■ Brief ■
One line at a time, check the entries below for the word "junctions", and copy each line that has it.

■ Listed records ■
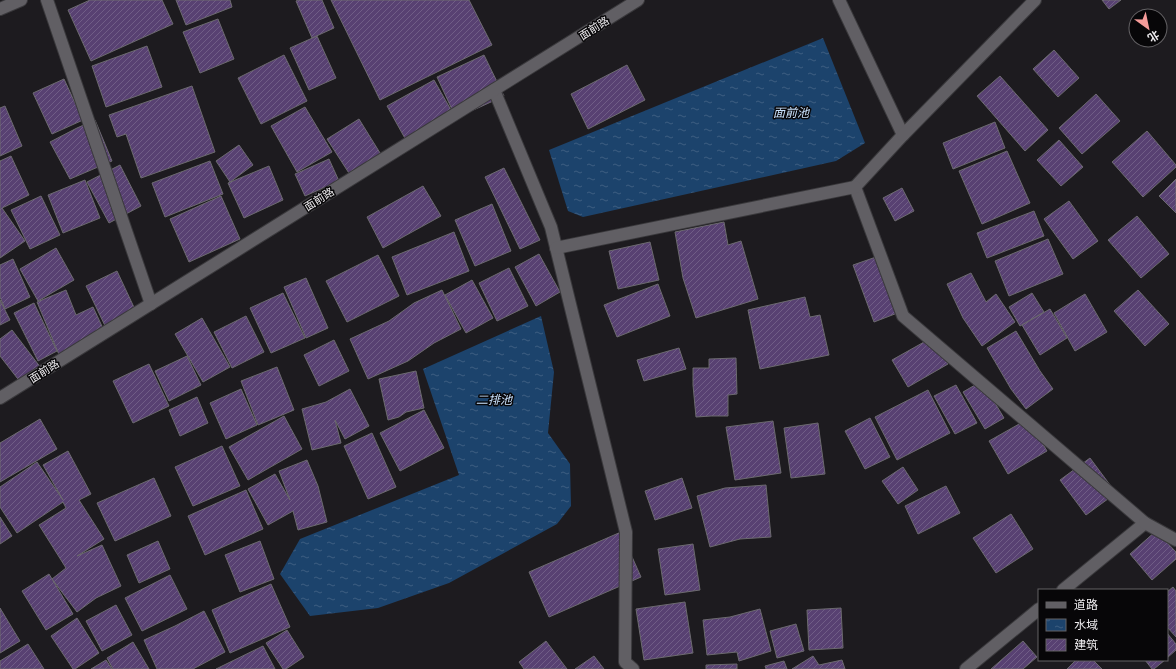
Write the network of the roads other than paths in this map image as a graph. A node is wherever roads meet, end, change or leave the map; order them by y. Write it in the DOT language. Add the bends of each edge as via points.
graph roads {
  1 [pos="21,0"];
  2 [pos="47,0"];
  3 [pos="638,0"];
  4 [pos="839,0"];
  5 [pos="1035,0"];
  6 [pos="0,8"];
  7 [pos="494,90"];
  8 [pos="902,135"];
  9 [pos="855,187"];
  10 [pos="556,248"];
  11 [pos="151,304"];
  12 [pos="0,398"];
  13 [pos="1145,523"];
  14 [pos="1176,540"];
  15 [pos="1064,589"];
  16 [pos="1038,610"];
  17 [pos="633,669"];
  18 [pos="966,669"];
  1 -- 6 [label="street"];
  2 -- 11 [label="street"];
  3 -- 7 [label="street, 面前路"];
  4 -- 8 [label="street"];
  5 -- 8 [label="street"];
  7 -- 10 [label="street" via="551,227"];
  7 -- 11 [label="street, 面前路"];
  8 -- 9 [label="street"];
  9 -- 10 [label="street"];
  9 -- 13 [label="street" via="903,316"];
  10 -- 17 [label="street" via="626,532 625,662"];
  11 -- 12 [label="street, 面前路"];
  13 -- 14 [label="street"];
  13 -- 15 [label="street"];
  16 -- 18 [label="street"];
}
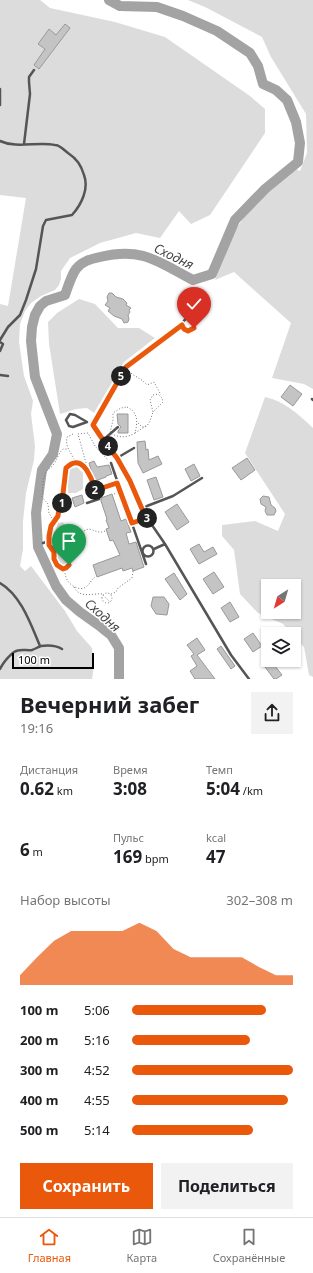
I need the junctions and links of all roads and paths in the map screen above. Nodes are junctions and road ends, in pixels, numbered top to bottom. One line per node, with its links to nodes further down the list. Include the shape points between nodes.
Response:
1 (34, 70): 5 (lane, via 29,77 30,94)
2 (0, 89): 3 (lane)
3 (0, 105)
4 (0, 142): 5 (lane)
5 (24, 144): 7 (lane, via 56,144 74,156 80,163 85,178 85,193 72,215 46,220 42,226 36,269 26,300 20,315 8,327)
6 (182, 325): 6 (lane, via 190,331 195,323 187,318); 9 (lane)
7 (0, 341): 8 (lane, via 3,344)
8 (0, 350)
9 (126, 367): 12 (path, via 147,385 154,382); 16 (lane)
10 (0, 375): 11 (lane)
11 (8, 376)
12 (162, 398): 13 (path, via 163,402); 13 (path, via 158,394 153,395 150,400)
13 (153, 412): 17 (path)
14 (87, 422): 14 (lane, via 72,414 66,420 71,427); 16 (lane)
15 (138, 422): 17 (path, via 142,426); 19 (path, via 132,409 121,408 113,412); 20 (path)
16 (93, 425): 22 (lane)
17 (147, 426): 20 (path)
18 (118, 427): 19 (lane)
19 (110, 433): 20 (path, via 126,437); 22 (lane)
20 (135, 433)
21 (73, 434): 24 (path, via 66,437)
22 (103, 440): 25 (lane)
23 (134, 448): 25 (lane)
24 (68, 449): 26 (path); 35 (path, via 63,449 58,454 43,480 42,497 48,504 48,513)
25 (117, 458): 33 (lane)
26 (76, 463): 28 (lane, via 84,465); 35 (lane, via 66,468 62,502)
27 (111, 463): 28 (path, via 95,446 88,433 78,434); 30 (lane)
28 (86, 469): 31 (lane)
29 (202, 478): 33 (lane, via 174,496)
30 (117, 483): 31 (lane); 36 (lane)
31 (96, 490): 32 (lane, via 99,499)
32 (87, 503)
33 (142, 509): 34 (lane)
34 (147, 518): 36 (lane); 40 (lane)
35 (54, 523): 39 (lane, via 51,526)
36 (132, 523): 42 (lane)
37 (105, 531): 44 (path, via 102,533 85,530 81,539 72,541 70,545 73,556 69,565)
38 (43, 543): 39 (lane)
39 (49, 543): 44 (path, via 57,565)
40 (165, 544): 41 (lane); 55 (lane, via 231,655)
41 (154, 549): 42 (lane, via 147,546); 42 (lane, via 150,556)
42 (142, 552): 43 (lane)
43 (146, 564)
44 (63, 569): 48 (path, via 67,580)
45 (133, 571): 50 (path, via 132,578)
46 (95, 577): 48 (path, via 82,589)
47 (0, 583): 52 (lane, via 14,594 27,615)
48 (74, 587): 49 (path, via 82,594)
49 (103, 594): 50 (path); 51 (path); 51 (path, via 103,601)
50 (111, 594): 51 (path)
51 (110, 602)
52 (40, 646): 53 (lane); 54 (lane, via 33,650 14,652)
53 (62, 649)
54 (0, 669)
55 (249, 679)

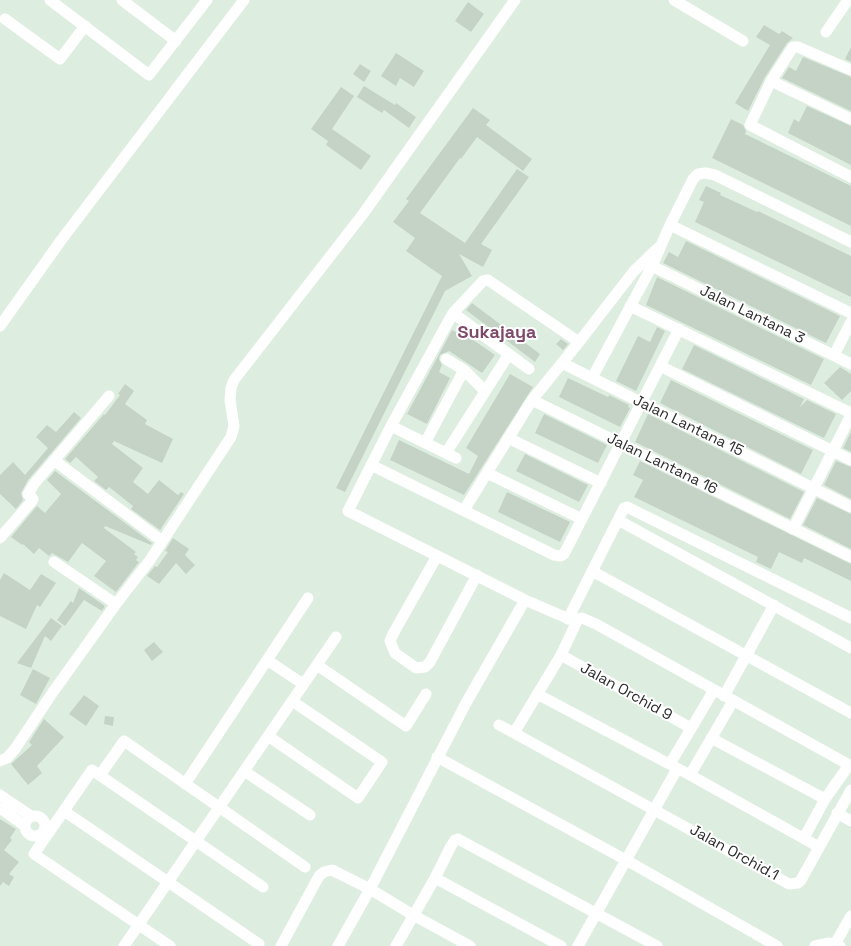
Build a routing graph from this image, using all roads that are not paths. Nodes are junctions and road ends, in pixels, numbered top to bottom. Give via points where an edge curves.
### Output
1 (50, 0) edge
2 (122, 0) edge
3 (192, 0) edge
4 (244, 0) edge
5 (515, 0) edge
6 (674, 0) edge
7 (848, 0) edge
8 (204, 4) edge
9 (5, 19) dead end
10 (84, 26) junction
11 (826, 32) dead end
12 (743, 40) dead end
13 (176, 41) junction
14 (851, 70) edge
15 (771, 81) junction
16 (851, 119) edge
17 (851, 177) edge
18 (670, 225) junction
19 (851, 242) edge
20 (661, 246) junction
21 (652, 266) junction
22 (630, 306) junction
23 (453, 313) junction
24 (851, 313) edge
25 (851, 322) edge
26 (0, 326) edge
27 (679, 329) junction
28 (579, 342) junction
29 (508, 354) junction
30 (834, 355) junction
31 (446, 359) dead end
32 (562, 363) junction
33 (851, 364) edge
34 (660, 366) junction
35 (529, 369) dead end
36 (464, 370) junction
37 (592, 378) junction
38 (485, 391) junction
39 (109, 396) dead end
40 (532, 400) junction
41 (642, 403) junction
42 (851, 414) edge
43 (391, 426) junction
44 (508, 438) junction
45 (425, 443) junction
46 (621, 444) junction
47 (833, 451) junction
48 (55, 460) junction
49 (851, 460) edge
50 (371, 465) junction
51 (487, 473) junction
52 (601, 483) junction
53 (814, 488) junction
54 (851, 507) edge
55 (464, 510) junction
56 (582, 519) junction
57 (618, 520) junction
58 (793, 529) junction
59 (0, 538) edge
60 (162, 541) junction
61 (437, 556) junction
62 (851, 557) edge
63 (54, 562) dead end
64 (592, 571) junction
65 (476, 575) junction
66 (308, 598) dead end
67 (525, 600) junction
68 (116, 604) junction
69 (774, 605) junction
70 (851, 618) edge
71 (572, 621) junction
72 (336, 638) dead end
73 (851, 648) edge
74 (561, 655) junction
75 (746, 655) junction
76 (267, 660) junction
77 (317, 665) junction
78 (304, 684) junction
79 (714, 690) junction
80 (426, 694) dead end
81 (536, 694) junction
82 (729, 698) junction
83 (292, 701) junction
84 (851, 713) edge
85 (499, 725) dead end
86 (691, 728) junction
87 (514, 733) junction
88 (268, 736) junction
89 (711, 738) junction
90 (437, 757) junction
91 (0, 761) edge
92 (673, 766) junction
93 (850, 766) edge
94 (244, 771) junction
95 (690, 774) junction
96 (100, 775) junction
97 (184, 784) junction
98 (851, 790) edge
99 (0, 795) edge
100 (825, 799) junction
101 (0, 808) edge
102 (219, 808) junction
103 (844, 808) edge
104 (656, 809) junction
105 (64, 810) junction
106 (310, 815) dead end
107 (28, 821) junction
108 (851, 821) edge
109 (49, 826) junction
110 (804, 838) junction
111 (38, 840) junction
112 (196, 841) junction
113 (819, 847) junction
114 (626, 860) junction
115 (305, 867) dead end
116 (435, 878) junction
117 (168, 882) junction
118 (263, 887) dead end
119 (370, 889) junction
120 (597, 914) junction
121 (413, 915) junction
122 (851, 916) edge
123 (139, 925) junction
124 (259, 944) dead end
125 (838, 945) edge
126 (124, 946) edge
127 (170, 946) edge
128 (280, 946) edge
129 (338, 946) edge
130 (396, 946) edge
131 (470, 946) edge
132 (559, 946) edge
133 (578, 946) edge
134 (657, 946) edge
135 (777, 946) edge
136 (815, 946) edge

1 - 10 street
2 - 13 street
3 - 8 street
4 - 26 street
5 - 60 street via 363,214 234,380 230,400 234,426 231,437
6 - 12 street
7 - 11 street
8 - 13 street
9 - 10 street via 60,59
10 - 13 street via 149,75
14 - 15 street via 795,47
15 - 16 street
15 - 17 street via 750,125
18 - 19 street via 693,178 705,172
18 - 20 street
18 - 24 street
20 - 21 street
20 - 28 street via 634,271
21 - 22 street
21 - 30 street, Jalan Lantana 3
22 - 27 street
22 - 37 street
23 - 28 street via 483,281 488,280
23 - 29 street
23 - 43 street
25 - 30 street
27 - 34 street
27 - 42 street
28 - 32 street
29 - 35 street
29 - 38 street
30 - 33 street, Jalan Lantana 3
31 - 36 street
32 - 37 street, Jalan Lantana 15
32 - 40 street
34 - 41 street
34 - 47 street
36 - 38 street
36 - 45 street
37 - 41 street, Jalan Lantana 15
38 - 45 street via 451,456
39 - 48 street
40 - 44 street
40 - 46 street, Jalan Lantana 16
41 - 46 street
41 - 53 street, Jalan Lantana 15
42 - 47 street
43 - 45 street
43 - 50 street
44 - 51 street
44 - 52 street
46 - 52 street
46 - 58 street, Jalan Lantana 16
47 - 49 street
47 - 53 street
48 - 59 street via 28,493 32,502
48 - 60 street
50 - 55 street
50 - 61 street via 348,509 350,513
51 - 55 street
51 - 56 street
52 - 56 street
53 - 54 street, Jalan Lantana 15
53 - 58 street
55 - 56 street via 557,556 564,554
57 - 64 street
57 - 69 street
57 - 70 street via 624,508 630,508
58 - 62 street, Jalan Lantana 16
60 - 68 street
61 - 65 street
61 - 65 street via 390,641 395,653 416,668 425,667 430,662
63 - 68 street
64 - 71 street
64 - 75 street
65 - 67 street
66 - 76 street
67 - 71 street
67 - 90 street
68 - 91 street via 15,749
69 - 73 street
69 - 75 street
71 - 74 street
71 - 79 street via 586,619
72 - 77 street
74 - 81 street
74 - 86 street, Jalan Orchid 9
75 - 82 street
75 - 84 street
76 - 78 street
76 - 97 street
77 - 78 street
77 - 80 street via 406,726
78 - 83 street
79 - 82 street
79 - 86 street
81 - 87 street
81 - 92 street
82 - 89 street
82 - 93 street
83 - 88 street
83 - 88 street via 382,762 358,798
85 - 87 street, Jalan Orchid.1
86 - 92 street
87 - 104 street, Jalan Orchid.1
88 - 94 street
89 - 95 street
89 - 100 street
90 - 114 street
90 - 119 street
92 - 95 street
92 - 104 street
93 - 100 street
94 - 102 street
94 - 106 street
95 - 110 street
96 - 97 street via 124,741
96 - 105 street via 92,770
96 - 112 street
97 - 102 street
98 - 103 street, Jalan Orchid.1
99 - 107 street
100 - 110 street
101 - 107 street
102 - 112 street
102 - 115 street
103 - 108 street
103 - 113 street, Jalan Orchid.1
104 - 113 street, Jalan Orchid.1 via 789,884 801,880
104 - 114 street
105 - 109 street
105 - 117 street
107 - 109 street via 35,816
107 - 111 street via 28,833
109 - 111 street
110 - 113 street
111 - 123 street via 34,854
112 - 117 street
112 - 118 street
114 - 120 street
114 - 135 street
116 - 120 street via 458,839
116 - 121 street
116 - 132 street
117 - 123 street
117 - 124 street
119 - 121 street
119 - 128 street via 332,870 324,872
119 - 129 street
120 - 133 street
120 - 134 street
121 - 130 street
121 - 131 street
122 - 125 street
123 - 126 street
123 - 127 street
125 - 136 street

■ Exercise answer ■
I need the junctions and links of all roads and paths in the map screen above. Nodes are junctions and road ends, in pixels, numbered top to bottom. One line per node, with its links to nodes further down the list. Include the shape points between nodes.
Build a routing graph from this image, using all roads that are not paths. Nodes are junctions and road ends, in pixels, numbered top to bottom. Give via points where an edge curves.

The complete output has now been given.